Making vanilla flavoring with less pollution

Making vanilla flavoring with less pollution
Credit: American Chemical Society

In small amounts, vanilla flavoring enhances the taste of our baked goods, desserts and ice cream. But making it synthetically, which is the most common route to keeping the ingredient affordable these days, creates a stream of wastewater that requires treatment before it can be released into surface waters. Now researchers report in ACS' journal Industrial & Engineering Chemistry Research a new "greener" way to make vanillin, the primary flavor compound in vanilla.

Although consumers have been demanding more "natural" foods in recent years, less than 1 percent of flavor produced globally comes from its original natural source, the . The rest is synthesized from a petroleum-derived precursor called guaiacol, tree lignin and other substances such as cow feces. But the catalysts currently used in the manufacturing of vanillin are polluting and can only be used one time. So Ganapati D. Yadav and Shivaji L. Bhanawase sought an improved method to make the popular flavor compound.

The researchers created a catalyst by encapsulating copper-aluminum hydrotalcite in silica. Testing showed that it efficiently spurred the separation of vanillin from other compounds. The catalyst worked in water under ambient air pressure, and eliminated the need for a polluting step involving hydrochloric acid that current techniques require. The catalyst could also be recovered and re-used. The researchers say that their process could be economically scaled up for a more environmentally friendly approach to making commercial vanillin.

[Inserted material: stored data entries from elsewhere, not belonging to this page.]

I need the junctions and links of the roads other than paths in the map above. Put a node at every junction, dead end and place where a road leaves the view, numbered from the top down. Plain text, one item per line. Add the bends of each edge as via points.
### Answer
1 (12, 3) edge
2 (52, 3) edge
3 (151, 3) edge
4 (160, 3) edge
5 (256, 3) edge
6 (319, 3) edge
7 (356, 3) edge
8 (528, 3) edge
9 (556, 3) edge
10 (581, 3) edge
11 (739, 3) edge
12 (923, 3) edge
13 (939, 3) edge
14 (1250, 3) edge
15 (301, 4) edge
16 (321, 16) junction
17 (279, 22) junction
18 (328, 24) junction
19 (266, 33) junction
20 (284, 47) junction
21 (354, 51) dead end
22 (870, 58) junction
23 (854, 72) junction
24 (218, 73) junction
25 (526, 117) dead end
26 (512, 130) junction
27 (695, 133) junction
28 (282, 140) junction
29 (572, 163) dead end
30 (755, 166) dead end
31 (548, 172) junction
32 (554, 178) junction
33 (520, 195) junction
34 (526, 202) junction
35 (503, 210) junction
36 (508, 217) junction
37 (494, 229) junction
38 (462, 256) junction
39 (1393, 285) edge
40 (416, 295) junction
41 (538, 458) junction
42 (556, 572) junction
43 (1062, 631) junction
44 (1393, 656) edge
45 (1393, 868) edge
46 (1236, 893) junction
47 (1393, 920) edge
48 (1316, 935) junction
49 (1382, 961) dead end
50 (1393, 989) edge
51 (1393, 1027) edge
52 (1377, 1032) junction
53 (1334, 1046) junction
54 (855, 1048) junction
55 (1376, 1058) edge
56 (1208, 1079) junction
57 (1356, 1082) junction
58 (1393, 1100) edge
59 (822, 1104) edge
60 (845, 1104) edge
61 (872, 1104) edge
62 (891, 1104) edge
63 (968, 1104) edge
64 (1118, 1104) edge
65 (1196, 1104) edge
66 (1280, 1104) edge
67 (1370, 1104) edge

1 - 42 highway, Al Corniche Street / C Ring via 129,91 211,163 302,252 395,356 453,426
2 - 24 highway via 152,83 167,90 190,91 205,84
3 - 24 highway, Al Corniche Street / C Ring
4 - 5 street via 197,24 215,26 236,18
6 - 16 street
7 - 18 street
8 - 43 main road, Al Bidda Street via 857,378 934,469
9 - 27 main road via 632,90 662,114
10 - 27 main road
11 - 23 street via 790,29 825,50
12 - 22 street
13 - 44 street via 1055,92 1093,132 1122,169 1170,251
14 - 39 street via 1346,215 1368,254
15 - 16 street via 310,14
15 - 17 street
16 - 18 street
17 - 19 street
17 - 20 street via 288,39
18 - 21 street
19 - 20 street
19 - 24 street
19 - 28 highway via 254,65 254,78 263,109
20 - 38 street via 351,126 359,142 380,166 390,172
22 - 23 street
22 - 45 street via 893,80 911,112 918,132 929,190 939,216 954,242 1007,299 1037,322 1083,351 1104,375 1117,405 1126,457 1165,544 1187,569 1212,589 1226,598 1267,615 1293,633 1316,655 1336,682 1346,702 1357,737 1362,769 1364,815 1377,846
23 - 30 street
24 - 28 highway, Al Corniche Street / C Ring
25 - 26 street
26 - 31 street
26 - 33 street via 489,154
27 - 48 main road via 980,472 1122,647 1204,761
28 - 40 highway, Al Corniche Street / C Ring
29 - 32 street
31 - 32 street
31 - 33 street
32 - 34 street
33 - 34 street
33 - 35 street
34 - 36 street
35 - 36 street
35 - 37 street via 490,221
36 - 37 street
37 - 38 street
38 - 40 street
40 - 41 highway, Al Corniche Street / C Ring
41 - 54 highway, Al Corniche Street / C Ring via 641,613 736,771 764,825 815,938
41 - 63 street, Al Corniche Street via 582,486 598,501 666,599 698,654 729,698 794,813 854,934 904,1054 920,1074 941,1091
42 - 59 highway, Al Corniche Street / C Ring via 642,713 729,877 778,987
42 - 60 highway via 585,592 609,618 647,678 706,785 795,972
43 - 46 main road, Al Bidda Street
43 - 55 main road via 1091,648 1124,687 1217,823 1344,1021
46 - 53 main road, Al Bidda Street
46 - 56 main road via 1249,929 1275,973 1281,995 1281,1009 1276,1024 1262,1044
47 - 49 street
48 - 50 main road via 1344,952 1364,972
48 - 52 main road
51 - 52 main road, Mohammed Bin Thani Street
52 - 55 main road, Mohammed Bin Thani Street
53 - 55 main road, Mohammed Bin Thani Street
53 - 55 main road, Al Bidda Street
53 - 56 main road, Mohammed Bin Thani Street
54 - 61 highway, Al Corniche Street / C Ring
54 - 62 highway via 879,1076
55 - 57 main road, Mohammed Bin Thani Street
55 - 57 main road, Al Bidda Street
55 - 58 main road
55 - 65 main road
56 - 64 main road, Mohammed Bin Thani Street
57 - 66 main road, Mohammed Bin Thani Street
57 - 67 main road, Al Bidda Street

More information: Shivaji L. Bhanawase et al. Novel Silica-Encapsulated Cu–Al Hydrotalcite Catalyst: Oxidative Decarboxylation of Vanillyl Mandelic Acid to Vanillin in Water at Atmospheric Pressure, Industrial & Engineering Chemistry Research (2017). DOI: 10.1021/acs.iecr.6b04982

Abstract
Vanillin is a versatile chemical, having characteristics such as antimicrobial, antioxidant, anticarcinogenic, antimutagenic, hypolipidemic, and antisickling activities and is an intermediate for synthesis of fine chemicals such as vanilla flavoring. Vanilla is the second most expensive spice; it is extracted from vanilla beans and is in short supply. Therefore, to meet demand of vanilla flavor, the synthesis of vanillin via chemical routes is necessary. In this regard, a novel silica-encapsulated copper aluminum hydrotalcite (SECuAlHT) was synthesized. Different techniques such as XRD, FTIR, N2 adsorption–desorption, TGA-DSC, NH3 TPD, CO2 TPD, H2 chemisorption, TEM, and SEM-EDXS were used to characterize SECuAlHT. Its catalytic activity for oxidative decarboxylation of vanillyl mandelic acid (VMA) was investigated. Vanillin was obtained from VMA by oxidative decarboxylation using SECuAlHT in water as a solvent and atmospheric air under base-free conditions. The presence of basic sites in the catalyst was confirmed with CO2-TPD. Effect of different reaction conditions on catalyst activity and selectivity for oxidative decarboxylation of VMA was investigated. Vanillin was efficiently obtained with 89% selectivity at 81% VMA conversion over the SECuAlHT catalyst at 100 °C in 8 h. The catalyst was active, selective, stable, and reusable. Catalytic cycle based on the Mars van Krevelin mechanism was proposed and the reaction kinetics studied. It is a zero-order reaction. The apparent energy of activation was 8.7 kcal/mol. Thus, vanillin was efficiently synthesized from VMA via a green catalytic route in water as a solvent.